→ **Task requirements**
Write out all of the entries exactly, please.

(Stored data entries)
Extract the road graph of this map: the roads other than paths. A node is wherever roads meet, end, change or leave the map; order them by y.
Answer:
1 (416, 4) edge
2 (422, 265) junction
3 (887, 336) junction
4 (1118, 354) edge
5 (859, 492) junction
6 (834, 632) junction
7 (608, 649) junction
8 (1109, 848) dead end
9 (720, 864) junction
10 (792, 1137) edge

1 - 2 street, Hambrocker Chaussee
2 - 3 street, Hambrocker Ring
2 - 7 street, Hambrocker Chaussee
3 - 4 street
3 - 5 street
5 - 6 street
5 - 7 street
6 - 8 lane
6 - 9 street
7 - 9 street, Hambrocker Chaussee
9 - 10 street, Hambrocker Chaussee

→ **Written solution**
Extract the road graph of this map: the roads other than paths. A node is wherever roads meet, end, change or leave the map; order them by y.
Answer:
1 (416, 4) edge
2 (422, 265) junction
3 (887, 336) junction
4 (1118, 354) edge
5 (859, 492) junction
6 (834, 632) junction
7 (608, 649) junction
8 (1109, 848) dead end
9 (720, 864) junction
10 (792, 1137) edge

1 - 2 street, Hambrocker Chaussee
2 - 3 street, Hambrocker Ring
2 - 7 street, Hambrocker Chaussee
3 - 4 street
3 - 5 street
5 - 6 street
5 - 7 street
6 - 8 lane
6 - 9 street
7 - 9 street, Hambrocker Chaussee
9 - 10 street, Hambrocker Chaussee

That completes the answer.